As I am preparing for the birth of my second child, I am a little anxious about labor and delivery. Calista’s birth was a long and difficult process, and I would like Craig’s to be a little different in a few ways. Some of them are simple: I don’t want my labor augmented or induced with pitocin... unless it’s absolutely necessary. Some things are harder to control: I would prefer not to push for 3.5 hours this time. Some things are a little more abstract: I want to be calm about the process. In my preparation, I am reading a book on hypnobirthing. 
I’m not sure I completely buy into it, but it doesn't hurt to read it and see if anything will help me. As I’m reading it, I have a few thoughts. 

The first one is this: I can do this. I can do hard things. I survived last time, and I can bring a baby into this world. No, last time wasn't the ideal, it wasn't perfect. But the baby girl that I held in my arms, she was perfect. Well, other than her blue hands, but that only lasted a little while. :) Even if it’s hard, I can do it.



On a related note: no matter what happens, he’ll be worth it. If I have a long, difficult, tiring labor, if I throw up repeatedly and push for longer than even my doctor (or midwife, this time) thinks I possibly can, holding that little boy in my arms will make it worth it. No, I won’t forget the difficulties (if they occur), but they will be worth it for the little man growing inside me.


I can read as many books as I can find, or take classes, do yoga, and practice my breathing. These things are good. But more importantly, I need to trust in the Lord. "Father, if thou be willing remove this cup from me: nevertheless not my will, but thine, be done. " Reading up on hypnobirthing and everything else is great, but ultimately it is up to the Lord. 
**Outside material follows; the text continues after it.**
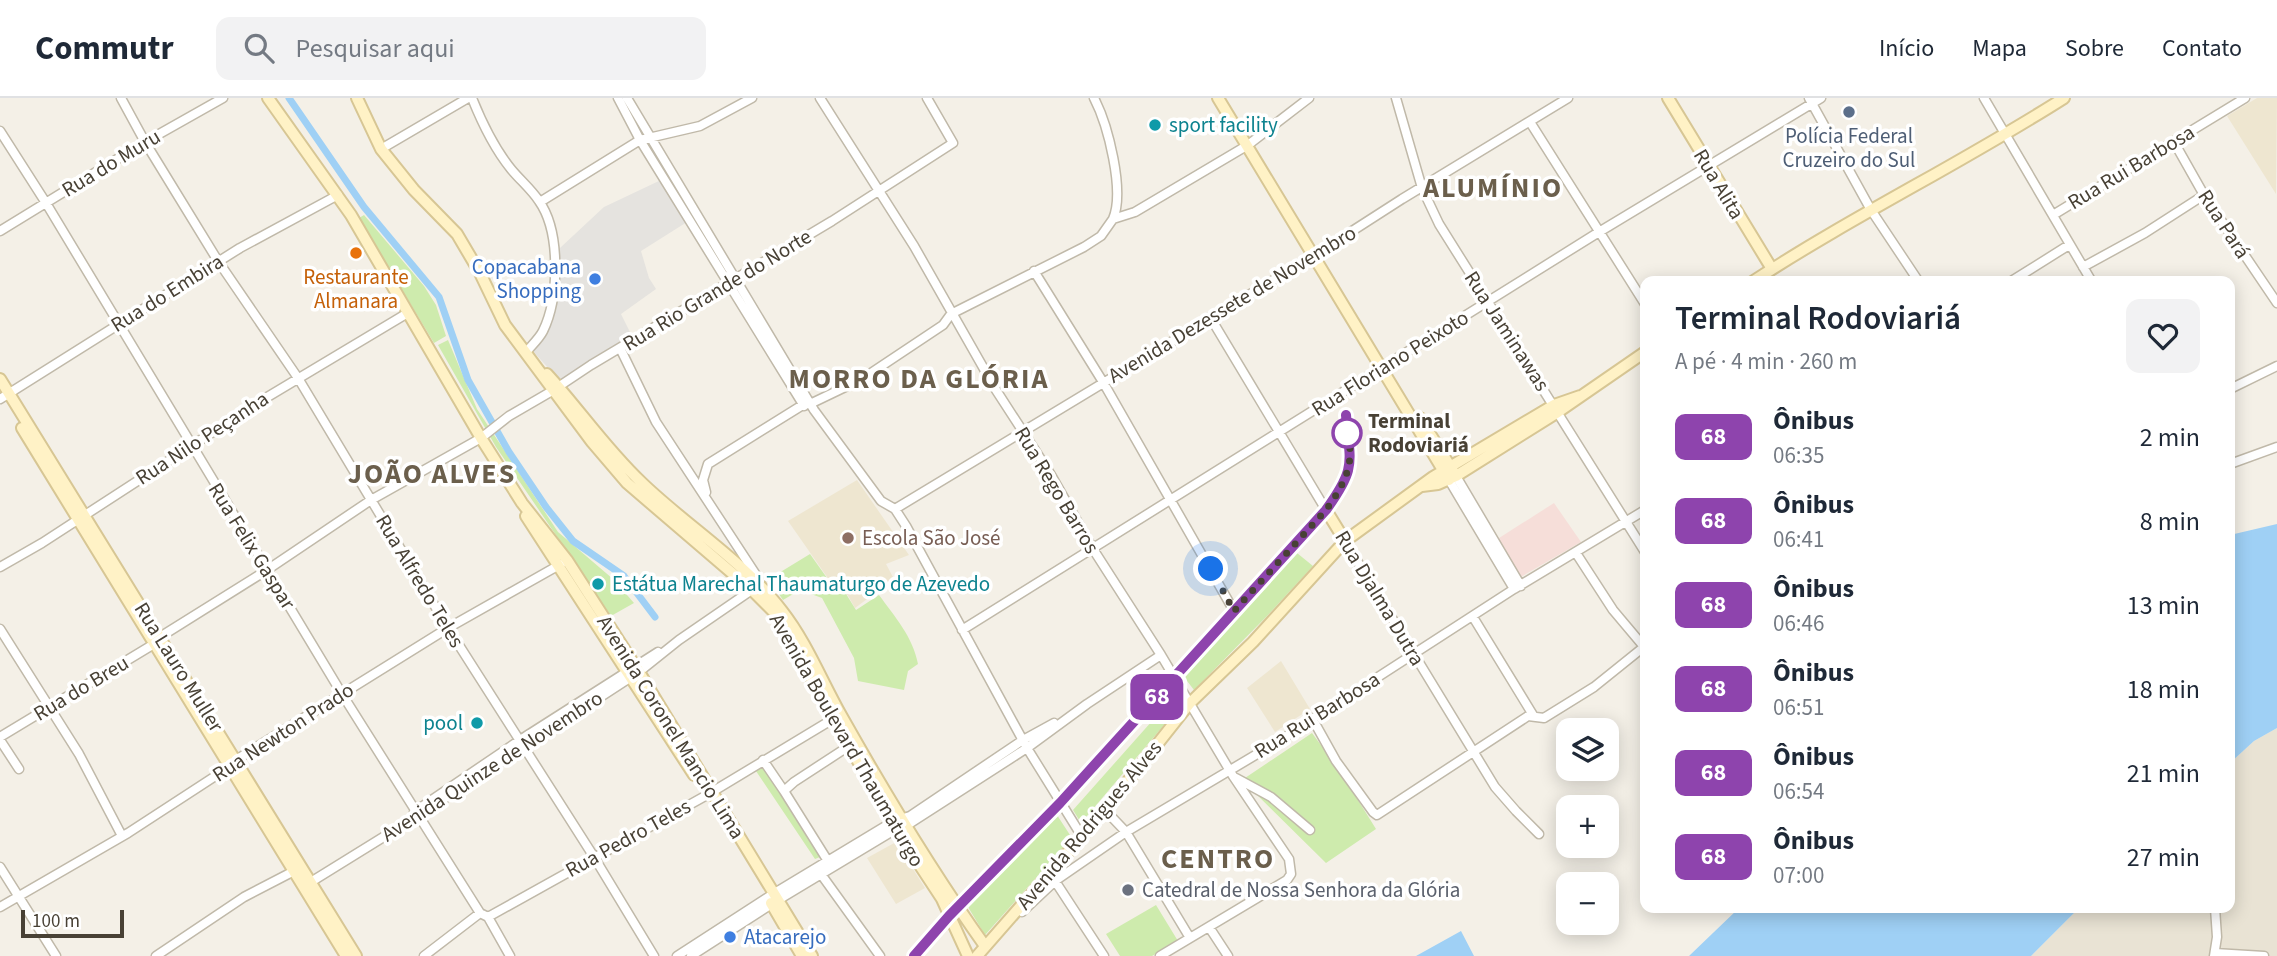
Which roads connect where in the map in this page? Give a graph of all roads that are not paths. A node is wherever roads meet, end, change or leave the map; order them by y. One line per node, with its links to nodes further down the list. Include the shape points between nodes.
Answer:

I never understood the atonement and what the Savior must have felt better than during and after Calista's delivery. The love I felt was so strong that it didn't matter how tired I was, how much I wanted to give up, I couldn't. This little girl needed me.
Her brother will need me just as much. And no matter what happens, I can do it, he’ll be worth it, and the Lord will be there for me.

2 comments:

Jill May said...

You CAN do it. It's mostly mental. Don't think about how long it could be, just take it one step/ contraction at a time. The nice thing about labor without pitocin is your body should give you breaks between contractions. Even if it is only 30 seconds it is SO helpful. Good luck!! Also - make your birth wishes know ahead of time so that people don't badger you with tons of questions. Have Kyler be your advocate. You will be busy with more important things.

Amy said...

Love this. I got a book you may like called The Gift of Giving Life. Its an LDS women's take on the spiritual side of pregnancy, labor, and motherhood. Let me know if you get it! it makes great connections between a mother's physical suffering to bring physical life and Christ's suffering tho bring us immortal life. Excited for you!